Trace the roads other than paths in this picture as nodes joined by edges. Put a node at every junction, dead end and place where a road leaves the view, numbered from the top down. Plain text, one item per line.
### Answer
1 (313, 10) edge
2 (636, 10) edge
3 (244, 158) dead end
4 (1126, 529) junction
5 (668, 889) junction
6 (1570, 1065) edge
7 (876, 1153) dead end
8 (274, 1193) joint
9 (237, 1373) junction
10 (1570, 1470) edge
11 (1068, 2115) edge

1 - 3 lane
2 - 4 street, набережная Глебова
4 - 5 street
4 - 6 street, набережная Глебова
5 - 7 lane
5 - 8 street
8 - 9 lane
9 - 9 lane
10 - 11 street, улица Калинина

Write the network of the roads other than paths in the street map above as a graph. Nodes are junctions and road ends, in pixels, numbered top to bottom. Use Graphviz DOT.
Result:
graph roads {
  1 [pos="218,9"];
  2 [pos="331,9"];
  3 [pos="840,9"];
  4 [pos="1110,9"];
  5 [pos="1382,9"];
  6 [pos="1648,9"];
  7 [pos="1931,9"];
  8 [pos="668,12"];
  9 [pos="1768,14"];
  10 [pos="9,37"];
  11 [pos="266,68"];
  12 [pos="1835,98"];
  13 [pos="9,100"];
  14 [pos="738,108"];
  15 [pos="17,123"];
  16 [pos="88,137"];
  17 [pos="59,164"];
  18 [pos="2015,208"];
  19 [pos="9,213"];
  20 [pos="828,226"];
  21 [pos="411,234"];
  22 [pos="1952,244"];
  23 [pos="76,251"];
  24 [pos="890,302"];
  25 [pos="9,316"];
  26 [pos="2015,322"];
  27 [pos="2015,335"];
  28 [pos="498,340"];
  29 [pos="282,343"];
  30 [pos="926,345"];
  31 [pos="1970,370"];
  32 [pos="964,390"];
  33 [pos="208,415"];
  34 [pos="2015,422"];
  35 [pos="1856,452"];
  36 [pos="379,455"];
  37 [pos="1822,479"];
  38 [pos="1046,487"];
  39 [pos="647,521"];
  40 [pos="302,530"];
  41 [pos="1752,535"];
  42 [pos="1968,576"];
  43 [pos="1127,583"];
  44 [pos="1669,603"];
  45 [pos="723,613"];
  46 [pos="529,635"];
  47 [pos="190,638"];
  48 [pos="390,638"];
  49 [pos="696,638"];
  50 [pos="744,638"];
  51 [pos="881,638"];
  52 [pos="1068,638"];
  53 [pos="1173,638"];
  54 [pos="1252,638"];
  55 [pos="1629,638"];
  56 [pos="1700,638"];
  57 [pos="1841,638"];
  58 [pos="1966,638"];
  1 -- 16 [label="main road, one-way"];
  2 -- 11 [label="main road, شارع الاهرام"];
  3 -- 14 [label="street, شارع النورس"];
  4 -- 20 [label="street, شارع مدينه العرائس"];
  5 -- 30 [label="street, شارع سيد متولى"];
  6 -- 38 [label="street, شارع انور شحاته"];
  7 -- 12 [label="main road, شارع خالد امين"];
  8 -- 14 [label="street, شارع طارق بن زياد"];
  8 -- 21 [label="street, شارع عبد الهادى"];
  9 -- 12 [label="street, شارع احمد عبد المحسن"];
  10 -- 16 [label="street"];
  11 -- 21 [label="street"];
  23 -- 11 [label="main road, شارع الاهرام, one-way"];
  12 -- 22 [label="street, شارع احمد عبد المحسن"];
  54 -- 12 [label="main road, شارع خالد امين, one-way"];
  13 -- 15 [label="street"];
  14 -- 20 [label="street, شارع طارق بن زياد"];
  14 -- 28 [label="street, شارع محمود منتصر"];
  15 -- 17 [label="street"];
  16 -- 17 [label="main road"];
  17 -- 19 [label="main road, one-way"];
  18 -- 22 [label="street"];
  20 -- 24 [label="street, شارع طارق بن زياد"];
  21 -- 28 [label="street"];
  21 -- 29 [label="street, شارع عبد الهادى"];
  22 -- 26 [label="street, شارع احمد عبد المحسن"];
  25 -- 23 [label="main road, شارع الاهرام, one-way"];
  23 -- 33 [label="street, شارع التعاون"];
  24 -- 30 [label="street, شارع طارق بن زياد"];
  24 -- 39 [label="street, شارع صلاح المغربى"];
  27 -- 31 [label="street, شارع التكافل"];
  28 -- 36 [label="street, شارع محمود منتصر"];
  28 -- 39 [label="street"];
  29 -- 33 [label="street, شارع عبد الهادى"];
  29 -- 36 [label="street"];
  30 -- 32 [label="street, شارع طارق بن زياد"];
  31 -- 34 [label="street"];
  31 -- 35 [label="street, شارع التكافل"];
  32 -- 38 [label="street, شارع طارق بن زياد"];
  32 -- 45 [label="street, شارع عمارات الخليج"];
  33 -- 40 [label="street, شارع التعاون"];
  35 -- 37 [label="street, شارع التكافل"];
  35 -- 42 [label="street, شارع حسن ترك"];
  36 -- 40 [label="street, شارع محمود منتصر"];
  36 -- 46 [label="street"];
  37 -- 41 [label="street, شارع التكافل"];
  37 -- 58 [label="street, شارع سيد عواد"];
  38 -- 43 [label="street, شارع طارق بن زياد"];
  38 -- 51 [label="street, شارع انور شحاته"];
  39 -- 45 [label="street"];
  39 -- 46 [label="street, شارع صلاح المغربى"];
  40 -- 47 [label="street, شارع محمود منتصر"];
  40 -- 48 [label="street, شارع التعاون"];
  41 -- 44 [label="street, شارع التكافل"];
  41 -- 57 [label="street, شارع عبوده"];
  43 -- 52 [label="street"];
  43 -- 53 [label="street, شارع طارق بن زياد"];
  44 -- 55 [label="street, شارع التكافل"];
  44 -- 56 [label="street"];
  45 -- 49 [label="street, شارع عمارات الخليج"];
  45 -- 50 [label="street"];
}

______

• **WHAT TO PRODUCE**:
Search the material above for the word "التكافل", then copy each line that holds it.

• **YOUR RESPONSE**:
  27 -- 31 [label="street, شارع التكافل"];
  31 -- 35 [label="street, شارع التكافل"];
  35 -- 37 [label="street, شارع التكافل"];
  37 -- 41 [label="street, شارع التكافل"];
  41 -- 44 [label="street, شارع التكافل"];
  44 -- 55 [label="street, شارع التكافل"];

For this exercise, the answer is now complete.